Researchers randomly assigned patients to participate either in a physician discussion with Chest Pain Choice (n=447) or a standard physician consultation (n=451) between October 2013 and August 2015. The participants also answered questions on a questionnaire regarding their personal risk and follow-up options.

The patients who used Chest Pain Choice answered 53% of the questions correctly, compared with 44.6% of patients from the control group.

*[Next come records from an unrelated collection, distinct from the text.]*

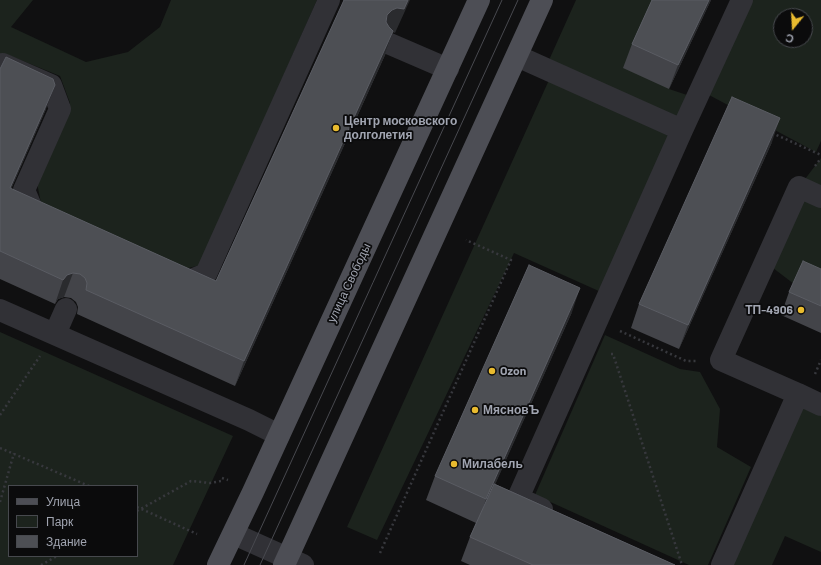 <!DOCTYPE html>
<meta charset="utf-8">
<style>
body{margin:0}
#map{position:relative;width:821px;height:565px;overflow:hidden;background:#101011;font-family:Barlow,sans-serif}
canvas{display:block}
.legend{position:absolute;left:8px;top:485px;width:130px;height:72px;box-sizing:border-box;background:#0b0b0c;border:1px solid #47494e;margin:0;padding:5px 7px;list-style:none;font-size:12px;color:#a1a5b1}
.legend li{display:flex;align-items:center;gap:8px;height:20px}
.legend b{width:20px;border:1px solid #47494e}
.north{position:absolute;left:773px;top:8px;width:40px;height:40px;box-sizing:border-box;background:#0b0b0c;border:1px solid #47494e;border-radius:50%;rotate:198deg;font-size:11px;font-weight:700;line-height:16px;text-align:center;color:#a1a5b1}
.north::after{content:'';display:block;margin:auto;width:14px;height:18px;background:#e9bb2f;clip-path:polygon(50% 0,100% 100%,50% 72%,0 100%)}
</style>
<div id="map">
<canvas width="821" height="565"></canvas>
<ul class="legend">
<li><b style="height:5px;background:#4d4e55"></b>Улица</li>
<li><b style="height:11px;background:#1c231d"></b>Парк</li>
<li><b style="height:11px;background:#4d4f54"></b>Здание</li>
</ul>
<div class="north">С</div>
</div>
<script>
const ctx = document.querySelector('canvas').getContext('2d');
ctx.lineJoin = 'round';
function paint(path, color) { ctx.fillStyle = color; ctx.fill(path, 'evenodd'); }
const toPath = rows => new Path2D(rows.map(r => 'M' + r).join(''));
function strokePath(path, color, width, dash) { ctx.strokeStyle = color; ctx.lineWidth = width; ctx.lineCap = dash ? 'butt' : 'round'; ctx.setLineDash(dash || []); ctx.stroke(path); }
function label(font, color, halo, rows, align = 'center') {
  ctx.font = font + ' Barlow,sans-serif'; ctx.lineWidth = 3.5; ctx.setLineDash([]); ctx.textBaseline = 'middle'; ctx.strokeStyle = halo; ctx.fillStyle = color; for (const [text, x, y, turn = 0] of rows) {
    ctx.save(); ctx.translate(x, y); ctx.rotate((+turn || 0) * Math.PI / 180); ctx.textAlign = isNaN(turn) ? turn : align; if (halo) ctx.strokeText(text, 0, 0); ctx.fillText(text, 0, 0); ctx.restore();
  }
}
paint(toPath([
 [0,0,33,0,11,27,86,62,128,52,160,27,171,0,317,0,200,265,185,269,41,203,37,183,70,103,60,76,6,54,0,56],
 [576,0,655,0,669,89,696,98,682,130,545,69],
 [752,0,821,0,821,141,816,152,709,95],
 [781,16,805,16,805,40,781,40],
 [549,80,670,133,601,292,514,253,377,540,347,527],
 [821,158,821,296,794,284,773,268,799,187],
 [0,332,233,436,173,565,0,565],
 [9,486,137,486,137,556,9,556],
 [605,335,680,369,700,372,720,409,717,447,751,467,708,565,689,565,535,495],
 [803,408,821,416,821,552,785,536,772,565,733,565]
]), '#1c231d');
strokePath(toPath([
 [772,133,821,155],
 [815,166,821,158],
 [620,331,686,361,696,361],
 [611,354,613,354,682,565],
 [815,374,821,360],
 [0,415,40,356],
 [0,448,89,486],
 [222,478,228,480],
 [0,502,14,453],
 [137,507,197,534],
 [137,511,191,481,210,483,221,481],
 [380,553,511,260,466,240],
 [41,565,57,556]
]), '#37383d', 2.5, [2, 3]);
strokePath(toPath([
 [390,44,448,69],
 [517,56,682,130],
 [0,66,3,64,51,85,60,109,24,190,33,211,46,217],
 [176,275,189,281,206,274,329,0],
 [0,310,249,420,279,435],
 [55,334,66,309],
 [798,394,821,405],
 [542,509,518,498,682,130,742,0],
 [234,534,303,565],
 [722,565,798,394,721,360,799,187,821,197]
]), '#313136', 22);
strokePath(toPath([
 [218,565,253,492,479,0],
 [284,565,542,0]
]), '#4d4e55', 22);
strokePath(toPath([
 [244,565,502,0],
 [260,565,518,0]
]), '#48494f', 1);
paint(toPath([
 [344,0,395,33,393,32,385,55,235,386,77,314,78,307,76,302,71,298,64,297,58,299,55,304,0,279,0,69,46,109,11,189,216,281],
 [652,0,711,0,669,89,623,68,632,44],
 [772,142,679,349,631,328,639,304],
 [821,269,821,333,781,315,789,292],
 [572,312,495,484,675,565,470,565,461,561,470,537,476,523,426,500,435,476]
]), '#434449');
paint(toPath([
 [408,0,410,0,395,33,393,32,385,55,235,386,244,361,383,34,387,15,392,10,397,8],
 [709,0,711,0,669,89,678,65],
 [55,85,46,109,1,212,10,188],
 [780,118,772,142,679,349,688,325],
 [73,273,64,297,58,299,55,304,63,280,67,275],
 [580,288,572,312,478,523,486,499]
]), '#2a2b2e');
const building = toPath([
 [344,0,408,0,404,9,397,8,392,10,387,15,386,22,389,27,393,31,244,361,86,290,87,283,85,278,80,274,73,273,67,275,63,280,0,251,0,69,6,57,53,79,55,85,10,188,216,281,344,0],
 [652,0,709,0,678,65,632,44,652,0],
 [732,97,780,118,688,325,639,304,732,97],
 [803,261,821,269,821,306,789,292,803,261],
 [529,265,580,288,486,499,435,476,529,265],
 [494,484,675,565,533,565,470,537,494,484]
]);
paint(building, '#4d4f54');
strokePath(building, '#5a5c63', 1);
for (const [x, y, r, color] of [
 [336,128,4,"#e9bb2f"],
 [801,310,4,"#e9bb2f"],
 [492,371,4,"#e9bb2f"],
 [475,410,4,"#e9bb2f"],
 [454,464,4,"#e9bb2f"]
]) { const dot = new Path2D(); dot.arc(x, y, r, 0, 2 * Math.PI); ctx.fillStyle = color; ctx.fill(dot); strokePath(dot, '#0b0b0c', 1.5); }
label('bold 12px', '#a1a5b1', '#0b0b0c', [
 ["Центр московского",344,121],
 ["долголетия",344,135],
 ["ТП-4906",793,310,"right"],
 ["Ozon",500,371],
 ["МясновЪ",483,410],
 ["Милабель",462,464]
], 'left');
label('12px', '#a1a5b1', '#0b0b0c', [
 ["улица Свободы",349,283,-65]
]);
</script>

An objective analysis of patient-physician interactions found that patients who used Chest Pain Choice were twice as engaged in the decision-making process.

When the participants were asked about their experience discussing follow-up care with a physician, 68.9% of the patients who used Chest Pain Choice stated that they would recommend the method of the consultation, while 43.6% felt conflicted. In the control group, 61.2% of patients would recommend the method of consultation, while 46.4% felt conflicted.

Dr Hess noted that stress testing is frequently obtained in low-risk patients. However, only 37.4% of patients who used Chest Pain Choice received a stress test, compared with 46.3% in the control group.

Reference

Hess EP. ACC/JAMA LBCT. Involving patients with low risk chest pain in discharge decisions: a multicenter trial. Presented at the 65th Annual Scientific Session and Expo of the American College of Cardiology. April 2-4, 2016; Chicago, IL.